• Task to complete:
Please report each line in the material below that includes "edges".

• Provided records:
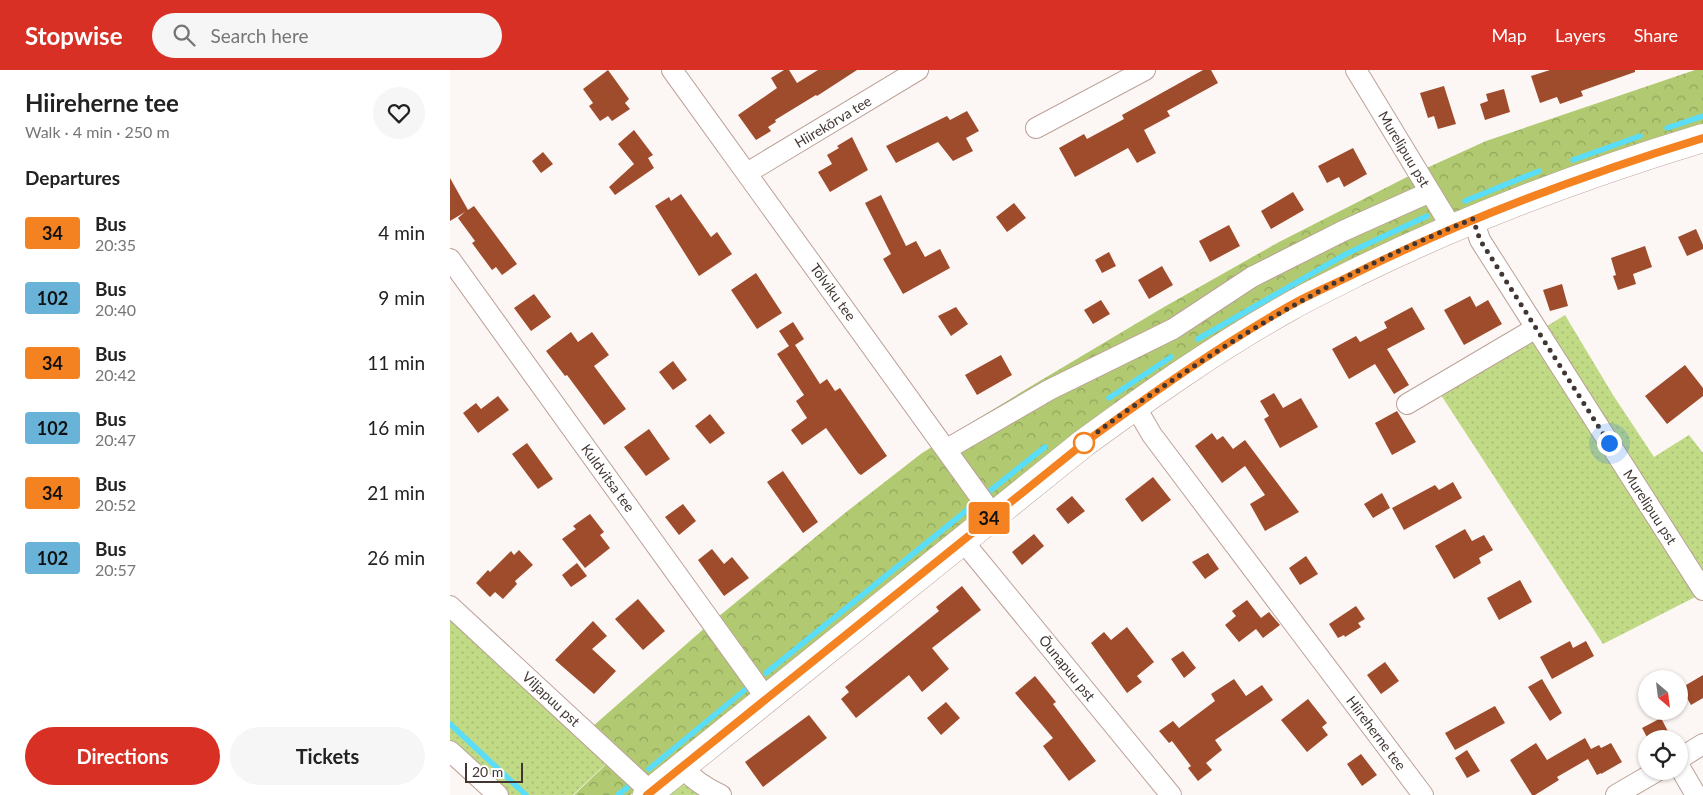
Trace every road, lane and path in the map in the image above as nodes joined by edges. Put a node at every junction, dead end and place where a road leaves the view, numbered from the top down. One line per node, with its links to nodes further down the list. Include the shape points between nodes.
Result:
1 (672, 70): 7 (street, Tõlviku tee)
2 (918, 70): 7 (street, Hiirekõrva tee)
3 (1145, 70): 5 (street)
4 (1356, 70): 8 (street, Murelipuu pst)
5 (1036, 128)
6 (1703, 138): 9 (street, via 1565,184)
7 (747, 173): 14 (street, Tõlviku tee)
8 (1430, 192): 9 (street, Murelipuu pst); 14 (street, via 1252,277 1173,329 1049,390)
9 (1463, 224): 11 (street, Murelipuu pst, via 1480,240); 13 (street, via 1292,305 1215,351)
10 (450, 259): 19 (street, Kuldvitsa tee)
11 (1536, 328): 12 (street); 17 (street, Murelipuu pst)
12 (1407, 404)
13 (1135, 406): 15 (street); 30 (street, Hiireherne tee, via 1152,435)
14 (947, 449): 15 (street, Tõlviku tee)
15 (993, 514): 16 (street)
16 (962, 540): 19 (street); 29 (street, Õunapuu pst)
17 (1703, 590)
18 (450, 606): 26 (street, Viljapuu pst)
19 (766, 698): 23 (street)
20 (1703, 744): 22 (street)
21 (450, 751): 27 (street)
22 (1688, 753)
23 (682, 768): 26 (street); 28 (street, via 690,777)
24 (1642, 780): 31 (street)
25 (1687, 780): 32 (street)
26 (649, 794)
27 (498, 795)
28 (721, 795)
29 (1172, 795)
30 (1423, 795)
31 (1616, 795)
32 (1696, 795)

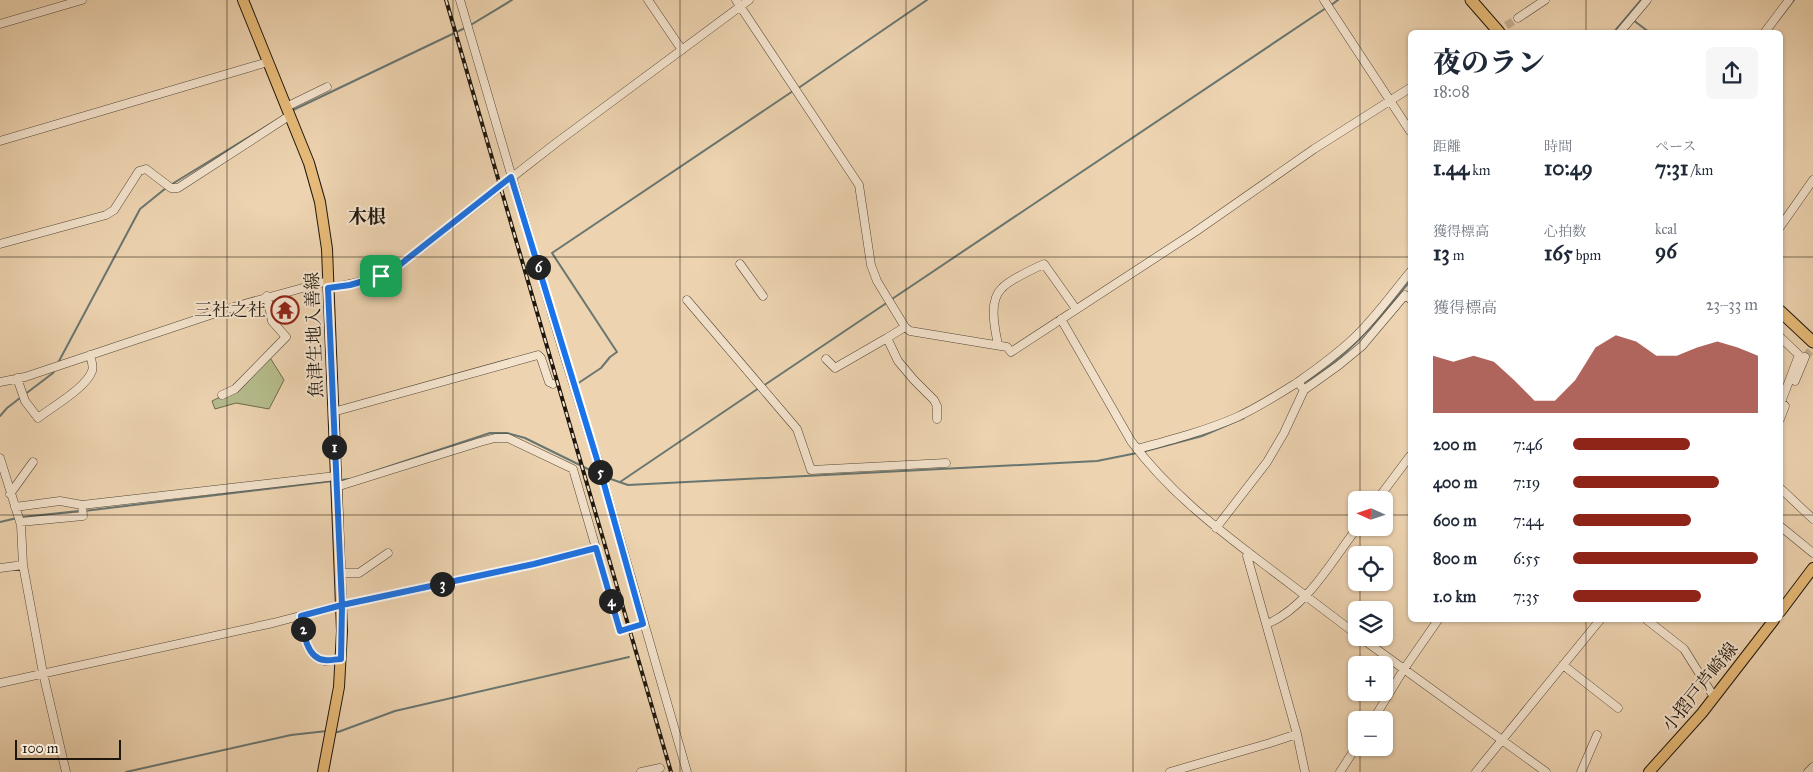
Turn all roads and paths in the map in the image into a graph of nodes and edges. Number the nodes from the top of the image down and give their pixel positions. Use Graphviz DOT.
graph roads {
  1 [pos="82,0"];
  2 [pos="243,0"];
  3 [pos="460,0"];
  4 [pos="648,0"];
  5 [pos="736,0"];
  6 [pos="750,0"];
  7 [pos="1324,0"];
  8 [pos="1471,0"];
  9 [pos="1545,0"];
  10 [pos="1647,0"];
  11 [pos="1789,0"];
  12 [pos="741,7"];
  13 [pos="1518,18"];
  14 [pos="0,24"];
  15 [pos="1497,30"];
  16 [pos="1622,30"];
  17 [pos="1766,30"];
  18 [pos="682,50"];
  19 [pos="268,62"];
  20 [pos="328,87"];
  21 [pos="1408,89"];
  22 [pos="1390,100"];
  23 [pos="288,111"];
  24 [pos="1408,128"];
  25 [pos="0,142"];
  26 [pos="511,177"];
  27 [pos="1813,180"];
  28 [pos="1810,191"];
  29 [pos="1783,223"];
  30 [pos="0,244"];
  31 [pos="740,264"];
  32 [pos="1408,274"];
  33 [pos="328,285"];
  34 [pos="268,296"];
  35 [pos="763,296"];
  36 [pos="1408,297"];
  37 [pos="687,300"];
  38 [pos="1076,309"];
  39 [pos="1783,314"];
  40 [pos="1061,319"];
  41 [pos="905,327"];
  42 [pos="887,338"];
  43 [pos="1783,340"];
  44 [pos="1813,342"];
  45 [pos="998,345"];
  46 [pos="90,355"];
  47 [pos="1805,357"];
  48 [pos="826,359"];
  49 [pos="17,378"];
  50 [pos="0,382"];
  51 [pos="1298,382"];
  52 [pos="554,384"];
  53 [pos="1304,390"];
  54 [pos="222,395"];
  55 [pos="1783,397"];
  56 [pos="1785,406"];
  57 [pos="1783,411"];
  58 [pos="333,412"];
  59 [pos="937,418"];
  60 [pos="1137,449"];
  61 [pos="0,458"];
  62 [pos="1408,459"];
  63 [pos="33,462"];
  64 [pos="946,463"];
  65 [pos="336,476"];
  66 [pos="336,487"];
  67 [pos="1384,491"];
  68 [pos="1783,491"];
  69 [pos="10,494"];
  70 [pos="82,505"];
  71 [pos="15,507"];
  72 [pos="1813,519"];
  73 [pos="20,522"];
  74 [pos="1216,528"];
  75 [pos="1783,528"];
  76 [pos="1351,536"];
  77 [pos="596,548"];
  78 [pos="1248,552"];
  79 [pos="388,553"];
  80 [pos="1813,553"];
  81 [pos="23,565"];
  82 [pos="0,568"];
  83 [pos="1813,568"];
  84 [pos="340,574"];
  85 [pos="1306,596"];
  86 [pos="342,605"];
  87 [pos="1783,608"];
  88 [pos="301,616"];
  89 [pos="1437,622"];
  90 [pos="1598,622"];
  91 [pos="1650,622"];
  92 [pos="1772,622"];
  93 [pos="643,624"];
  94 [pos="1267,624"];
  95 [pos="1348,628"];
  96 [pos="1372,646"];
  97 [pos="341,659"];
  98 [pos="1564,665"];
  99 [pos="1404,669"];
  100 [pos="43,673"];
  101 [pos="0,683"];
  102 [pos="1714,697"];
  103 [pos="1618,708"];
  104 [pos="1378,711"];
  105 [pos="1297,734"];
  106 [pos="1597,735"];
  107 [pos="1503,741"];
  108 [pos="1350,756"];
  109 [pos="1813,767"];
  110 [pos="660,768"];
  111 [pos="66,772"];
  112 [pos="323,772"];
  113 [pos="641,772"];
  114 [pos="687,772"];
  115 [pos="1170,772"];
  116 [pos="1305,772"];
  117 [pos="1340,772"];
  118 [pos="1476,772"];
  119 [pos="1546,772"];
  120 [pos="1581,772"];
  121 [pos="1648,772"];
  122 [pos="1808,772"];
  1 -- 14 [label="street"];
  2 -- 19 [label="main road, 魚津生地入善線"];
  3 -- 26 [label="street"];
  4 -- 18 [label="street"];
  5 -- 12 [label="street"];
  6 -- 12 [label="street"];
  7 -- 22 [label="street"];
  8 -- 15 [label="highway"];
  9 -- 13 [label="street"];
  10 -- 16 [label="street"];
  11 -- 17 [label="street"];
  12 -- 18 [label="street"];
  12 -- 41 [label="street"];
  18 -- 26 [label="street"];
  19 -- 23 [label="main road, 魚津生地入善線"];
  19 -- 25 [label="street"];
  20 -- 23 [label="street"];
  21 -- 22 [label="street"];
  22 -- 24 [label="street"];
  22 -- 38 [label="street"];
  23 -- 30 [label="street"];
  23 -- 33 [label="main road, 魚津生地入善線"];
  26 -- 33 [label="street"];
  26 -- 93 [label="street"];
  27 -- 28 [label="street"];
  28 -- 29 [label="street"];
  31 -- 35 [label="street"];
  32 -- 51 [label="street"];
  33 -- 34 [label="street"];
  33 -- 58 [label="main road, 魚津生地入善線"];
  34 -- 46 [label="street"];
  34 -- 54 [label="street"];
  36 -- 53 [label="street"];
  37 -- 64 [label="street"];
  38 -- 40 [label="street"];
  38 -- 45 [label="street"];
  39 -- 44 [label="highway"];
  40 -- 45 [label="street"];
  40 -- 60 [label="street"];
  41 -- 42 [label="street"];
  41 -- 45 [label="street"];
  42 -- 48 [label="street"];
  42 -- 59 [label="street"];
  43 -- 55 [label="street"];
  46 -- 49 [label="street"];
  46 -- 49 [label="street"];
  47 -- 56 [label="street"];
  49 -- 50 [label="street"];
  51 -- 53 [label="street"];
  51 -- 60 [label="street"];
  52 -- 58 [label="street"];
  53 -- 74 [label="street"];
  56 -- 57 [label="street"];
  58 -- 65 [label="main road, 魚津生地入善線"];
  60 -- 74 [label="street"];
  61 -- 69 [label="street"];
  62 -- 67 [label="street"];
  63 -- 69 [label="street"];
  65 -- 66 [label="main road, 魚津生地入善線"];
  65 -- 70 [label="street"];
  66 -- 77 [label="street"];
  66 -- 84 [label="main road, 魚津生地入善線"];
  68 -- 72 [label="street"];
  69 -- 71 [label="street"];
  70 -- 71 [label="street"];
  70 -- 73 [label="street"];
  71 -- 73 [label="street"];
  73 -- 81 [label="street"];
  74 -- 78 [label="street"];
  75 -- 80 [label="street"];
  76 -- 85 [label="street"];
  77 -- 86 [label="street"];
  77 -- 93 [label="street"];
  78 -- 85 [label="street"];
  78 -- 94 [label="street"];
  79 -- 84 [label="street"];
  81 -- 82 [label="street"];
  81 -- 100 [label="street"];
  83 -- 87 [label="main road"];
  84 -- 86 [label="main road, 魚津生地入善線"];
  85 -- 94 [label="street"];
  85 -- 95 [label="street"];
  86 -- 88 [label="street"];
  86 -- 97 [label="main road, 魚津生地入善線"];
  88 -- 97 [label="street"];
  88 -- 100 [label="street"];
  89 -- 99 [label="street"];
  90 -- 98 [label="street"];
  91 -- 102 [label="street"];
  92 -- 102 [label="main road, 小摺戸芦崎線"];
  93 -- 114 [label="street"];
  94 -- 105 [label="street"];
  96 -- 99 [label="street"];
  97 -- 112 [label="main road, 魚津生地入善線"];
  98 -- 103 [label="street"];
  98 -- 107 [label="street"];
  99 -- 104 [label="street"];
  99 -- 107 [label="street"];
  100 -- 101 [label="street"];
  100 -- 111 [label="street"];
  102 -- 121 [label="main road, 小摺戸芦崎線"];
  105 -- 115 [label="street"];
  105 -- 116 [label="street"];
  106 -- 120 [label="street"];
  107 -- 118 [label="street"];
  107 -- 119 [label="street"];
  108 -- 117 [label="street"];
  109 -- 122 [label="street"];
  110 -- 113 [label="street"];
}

• Answer to the exercise:
Trace every road, lane and path in the map in the image above as nodes joined by edges. Put a node at every junction, dead end and place where a road leaves the view, numbered from the top down. One line per node, with its links to nodes further down the list. Include the shape points between nodes.
Turn all roads and paths in the map in the image into a graph of nodes and edges. Number the nodes from the top of the image down and give their pixel positions. Use Graphviz DOT.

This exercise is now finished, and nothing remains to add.